> [PROBLEM]
Show every line of the data that contains the string "numbered".

> [DATA RECORDS]
※
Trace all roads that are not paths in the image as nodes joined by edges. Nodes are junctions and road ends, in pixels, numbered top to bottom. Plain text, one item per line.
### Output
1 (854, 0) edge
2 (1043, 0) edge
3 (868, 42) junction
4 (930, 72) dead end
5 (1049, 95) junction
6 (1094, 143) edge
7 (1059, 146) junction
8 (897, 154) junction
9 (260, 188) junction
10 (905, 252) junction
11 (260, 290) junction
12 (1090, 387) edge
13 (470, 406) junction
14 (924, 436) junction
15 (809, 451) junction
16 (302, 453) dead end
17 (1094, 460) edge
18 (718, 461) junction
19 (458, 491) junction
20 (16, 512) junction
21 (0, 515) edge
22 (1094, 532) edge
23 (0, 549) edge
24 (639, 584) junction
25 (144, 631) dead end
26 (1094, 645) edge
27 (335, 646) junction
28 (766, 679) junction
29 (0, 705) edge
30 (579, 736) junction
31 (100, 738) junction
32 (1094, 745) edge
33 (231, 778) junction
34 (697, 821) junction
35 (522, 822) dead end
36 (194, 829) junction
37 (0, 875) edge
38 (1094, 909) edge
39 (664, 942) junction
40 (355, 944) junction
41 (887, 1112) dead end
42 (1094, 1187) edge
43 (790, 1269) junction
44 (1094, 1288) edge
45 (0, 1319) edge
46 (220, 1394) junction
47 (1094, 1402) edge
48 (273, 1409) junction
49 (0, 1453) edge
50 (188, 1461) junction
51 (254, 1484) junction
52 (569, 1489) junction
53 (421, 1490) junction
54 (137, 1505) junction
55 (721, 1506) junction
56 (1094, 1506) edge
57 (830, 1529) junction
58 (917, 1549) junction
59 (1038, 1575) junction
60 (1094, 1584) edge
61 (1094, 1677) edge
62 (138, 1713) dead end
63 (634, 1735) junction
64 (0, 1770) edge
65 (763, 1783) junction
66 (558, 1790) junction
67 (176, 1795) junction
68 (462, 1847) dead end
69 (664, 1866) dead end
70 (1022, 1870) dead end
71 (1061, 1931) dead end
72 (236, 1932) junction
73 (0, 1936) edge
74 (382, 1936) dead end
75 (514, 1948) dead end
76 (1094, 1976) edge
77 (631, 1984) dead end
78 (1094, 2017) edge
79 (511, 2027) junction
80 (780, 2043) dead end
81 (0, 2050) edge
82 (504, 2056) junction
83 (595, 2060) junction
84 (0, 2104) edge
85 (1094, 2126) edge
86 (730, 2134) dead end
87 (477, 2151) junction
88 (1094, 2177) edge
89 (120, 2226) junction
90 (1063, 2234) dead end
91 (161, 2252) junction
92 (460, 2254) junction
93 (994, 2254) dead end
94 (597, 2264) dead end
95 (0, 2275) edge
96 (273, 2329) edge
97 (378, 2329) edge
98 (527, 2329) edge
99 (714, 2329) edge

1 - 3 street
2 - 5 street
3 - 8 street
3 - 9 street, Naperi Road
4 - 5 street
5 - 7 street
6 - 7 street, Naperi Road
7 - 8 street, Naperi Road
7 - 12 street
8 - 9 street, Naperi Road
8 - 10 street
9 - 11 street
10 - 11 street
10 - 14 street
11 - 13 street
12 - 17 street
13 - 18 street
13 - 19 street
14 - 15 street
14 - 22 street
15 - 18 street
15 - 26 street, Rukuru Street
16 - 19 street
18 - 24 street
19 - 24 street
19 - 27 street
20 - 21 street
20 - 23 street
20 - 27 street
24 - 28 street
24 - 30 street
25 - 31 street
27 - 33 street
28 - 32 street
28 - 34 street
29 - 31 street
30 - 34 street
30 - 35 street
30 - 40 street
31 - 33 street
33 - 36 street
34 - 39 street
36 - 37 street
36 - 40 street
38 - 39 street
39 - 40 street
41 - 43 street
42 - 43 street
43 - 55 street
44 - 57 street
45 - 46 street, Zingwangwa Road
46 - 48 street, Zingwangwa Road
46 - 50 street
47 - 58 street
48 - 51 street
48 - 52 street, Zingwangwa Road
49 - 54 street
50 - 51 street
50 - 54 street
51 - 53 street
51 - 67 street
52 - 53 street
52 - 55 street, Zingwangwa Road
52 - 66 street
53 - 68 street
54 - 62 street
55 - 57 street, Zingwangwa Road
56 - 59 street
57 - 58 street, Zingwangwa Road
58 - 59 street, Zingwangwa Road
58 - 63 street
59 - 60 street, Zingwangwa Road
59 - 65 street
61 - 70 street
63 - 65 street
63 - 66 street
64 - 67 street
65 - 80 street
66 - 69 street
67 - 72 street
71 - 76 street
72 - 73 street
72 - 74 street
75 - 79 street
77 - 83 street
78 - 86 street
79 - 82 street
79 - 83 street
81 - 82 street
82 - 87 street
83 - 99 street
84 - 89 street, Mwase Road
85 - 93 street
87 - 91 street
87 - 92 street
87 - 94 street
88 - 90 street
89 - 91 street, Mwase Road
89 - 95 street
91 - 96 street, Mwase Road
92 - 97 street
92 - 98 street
※
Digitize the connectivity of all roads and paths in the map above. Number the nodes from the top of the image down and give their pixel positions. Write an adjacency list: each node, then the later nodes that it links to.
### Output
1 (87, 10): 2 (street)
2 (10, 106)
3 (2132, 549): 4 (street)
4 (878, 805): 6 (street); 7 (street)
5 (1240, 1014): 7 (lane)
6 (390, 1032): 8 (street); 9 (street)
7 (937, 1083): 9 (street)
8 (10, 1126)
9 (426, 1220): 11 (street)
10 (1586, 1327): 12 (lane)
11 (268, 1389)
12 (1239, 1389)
※
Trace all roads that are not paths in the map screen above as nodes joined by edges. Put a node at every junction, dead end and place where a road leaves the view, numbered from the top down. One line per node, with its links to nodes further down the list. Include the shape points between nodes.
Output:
※
> [SOLUTION]
Trace all roads that are not paths in the image as nodes joined by edges. Nodes are junctions and road ends, in pixels, numbered top to bottom. Plain text, one item per line.
Trace all roads that are not paths in the map screen above as nodes joined by edges. Put a node at every junction, dead end and place where a road leaves the view, numbered from the top down. One line per node, with its links to nodes further down the list. Include the shape points between nodes.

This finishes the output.